Chihuahua, Chih.- Yo ya no aguantaba el miedo. Nunca antes había sentido así, no sólo la certeza de que estaba a punto de morir, sino el presentimiento de que me iba a ser revelado un secreto terrible, tan terrible que no iba a ser capaz de soportar su peso en mi espalda.
En la carretera que conecta a la ciudad de Chihuahua con Ciudad Aldama existe un templo semiabandonado, el de Santa Ana de Chinarras, construido en 1716 como una de la serie de misiones jesuitas. Fue Santa Ana un importante centro de evangelización y constituyó el núcleo inicial para la fundación de la villa que después tomó el nombre del insurgente Juan de Aldama.
Este sitio de culto público se abre solamente una vez al año, cada 26 de julio, precisamente el día de Santa Ana. El resto del tiempo permanece cerrado y ocioso, por lo que se han tejido entre la población de esta villa, como entre los visitantes que vienen de la capital del estado, numerosas historias y mitos, a cuál más disparatado y fantasioso, acerca del templo.
Un día salimos unos amigos y yo, como no teníamos nada que hacer, y decidimos meternos a investigar en Santa Ana. Recuerdo que fue en julio y hacía mucho calor.
Llegamos a la iglesia, y como la iglesia está cercada, nos saltamos ese obstáculo, pero en cuanto cruzamos al otro lado empezó a sentirse mucho viento frío. Ese viento inusual e inesperado en un día con tanto Sol y de mucho calor, a mí me heló la sangre, y peor, porque se escuchaba el silbido entre los árboles.
“Oye, Genaro, ¿y la cerradura? Tiene hasta cadena y candado, ¿cómo vamos a entrar?”, me preguntó José Luis, a quien apodamos “El Enanito”.

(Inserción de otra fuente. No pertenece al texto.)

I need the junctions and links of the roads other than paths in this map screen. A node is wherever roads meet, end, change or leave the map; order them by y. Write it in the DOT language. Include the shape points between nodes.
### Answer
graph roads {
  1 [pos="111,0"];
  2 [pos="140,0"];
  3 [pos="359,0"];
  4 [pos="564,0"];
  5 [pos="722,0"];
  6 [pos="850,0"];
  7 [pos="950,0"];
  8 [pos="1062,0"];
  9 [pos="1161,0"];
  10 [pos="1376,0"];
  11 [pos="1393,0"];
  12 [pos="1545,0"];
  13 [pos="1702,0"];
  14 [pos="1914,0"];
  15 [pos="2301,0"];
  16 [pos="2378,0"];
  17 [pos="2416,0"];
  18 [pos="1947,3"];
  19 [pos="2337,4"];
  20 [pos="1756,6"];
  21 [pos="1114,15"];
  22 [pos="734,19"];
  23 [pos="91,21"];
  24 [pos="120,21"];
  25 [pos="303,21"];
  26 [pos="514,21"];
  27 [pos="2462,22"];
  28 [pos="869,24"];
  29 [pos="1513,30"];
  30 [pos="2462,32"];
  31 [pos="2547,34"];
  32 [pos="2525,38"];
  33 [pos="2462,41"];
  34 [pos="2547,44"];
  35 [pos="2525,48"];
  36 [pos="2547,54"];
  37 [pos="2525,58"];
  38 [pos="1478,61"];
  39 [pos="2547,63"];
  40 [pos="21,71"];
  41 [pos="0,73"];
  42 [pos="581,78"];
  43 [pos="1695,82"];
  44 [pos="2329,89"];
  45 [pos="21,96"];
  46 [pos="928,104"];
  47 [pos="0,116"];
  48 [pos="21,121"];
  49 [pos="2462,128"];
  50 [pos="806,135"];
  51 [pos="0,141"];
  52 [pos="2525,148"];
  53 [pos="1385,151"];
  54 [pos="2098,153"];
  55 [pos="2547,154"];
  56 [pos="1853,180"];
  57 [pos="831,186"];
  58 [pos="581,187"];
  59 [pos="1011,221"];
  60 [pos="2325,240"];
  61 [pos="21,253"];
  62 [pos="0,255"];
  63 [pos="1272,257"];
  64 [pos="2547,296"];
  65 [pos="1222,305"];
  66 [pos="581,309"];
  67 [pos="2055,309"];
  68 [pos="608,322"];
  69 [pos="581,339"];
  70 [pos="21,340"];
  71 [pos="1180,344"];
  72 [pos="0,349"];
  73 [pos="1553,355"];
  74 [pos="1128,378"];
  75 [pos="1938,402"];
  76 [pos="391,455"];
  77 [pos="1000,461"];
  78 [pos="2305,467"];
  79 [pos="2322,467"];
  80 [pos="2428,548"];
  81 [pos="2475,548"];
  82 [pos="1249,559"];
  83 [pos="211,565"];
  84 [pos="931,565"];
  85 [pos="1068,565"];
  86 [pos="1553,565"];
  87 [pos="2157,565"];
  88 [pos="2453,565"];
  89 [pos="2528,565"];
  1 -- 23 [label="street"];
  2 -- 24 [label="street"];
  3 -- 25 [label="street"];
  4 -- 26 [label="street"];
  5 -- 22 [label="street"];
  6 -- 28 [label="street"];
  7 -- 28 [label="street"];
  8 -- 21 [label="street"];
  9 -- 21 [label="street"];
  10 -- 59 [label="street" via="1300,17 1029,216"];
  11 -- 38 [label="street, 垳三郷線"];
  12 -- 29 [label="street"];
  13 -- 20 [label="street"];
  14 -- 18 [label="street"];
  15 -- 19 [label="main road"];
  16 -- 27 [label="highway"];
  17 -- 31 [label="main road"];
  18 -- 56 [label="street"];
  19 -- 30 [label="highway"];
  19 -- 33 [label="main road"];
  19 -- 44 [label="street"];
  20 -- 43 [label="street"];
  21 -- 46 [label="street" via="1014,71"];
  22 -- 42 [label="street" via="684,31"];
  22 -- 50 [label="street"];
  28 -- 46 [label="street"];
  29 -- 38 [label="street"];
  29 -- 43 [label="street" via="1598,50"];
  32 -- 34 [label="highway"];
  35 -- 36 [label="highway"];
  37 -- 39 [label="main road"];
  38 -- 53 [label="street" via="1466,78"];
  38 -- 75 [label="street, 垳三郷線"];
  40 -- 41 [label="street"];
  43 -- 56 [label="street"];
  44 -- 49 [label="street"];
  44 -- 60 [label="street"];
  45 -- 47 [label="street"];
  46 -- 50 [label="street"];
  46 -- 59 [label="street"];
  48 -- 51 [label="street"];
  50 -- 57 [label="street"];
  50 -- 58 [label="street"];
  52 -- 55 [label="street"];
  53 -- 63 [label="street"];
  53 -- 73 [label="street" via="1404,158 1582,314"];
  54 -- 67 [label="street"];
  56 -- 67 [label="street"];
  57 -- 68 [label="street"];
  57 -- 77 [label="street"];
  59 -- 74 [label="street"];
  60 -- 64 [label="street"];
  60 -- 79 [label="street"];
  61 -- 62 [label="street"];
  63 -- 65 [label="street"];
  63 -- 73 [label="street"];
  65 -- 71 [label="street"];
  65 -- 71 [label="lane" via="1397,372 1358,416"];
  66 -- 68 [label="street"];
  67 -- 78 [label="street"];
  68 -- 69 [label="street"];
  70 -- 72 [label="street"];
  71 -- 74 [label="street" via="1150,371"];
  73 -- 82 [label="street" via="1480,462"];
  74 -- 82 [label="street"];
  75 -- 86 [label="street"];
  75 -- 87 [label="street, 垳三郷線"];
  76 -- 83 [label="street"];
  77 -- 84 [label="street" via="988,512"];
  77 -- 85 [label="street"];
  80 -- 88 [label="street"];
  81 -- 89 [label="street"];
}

“No seas güey, pendejo, a ver, trae acá esa varilla”, le respondí, molesto, como siempre que me molestaban las preguntas pendejas. Tomé aquel pedazo de hierro y golpeé el filo del cuerpo del candado, que se separó inmediatamente de la parte de la cerradura.
Habíamos vencido el miedo, pensamos. Pero...
Con el golpe saltó la cadena, y pateamos entonces la pesada puerta de madera vieja. Como detalle, debo decir que esto sucedió hace algunos años, antes de que pusieran una gasolinera y una tienda de autoservicio en las inmediaciones del templito, así que el paraje estaba muy solitario en aquella memorable visita nuestra.
Cuando abrimos una de las hojas de la puerta, el viento helado arreció, y una corriente que salió con un silbido fuerte y agudo, hizo que arrastráramos nuestros pasos al interior, y que se cerrara la puerta con un golpe tremendo que nos puso los pelos de punta.
Adentro estaba oscuro, sólo alguna luminosidad se filtraba por los altos ventanucos semirredondos, pero al final, a la derecha del altar, estaban varias veladoras encendidas. Éramos cuatro, y avanzábamos tan lentamente como nos lo permitía nuestro miedo. A la mitad de la nave, empezamos a escuchar una especie de rezos y sonidos como del roce de telas gruesas en cuerpos de gente moviéndose.
Yo ya no aguantaba el miedo. Nunca antes había sentido así, no sólo la certeza de que estaba a punto de morir, sino el presentimiento de que me iba a ser revelado un secreto terrible, tan terrible que no iba a ser capaz de soportar su peso en mi espalda.
Lo que siguió fue muy confuso.
Las luces de las veladoras parpadearon, en tanto que los murmullos se acentuaron y se hicieron agudos, y los oídos casi se nos reventaron con la fuerza de los sonidos. Las sombras se empezaron a mover, y entre ellas, algunas siluetas con formas humanas se alargaban y se encogían, y danzaban en las paredes alrededor de nosotros, como si fueran las sombras de nuestros propios cuerpos...
Pregúntenme si alguna otra vez he violado cerraduras para entrar a las iglesias.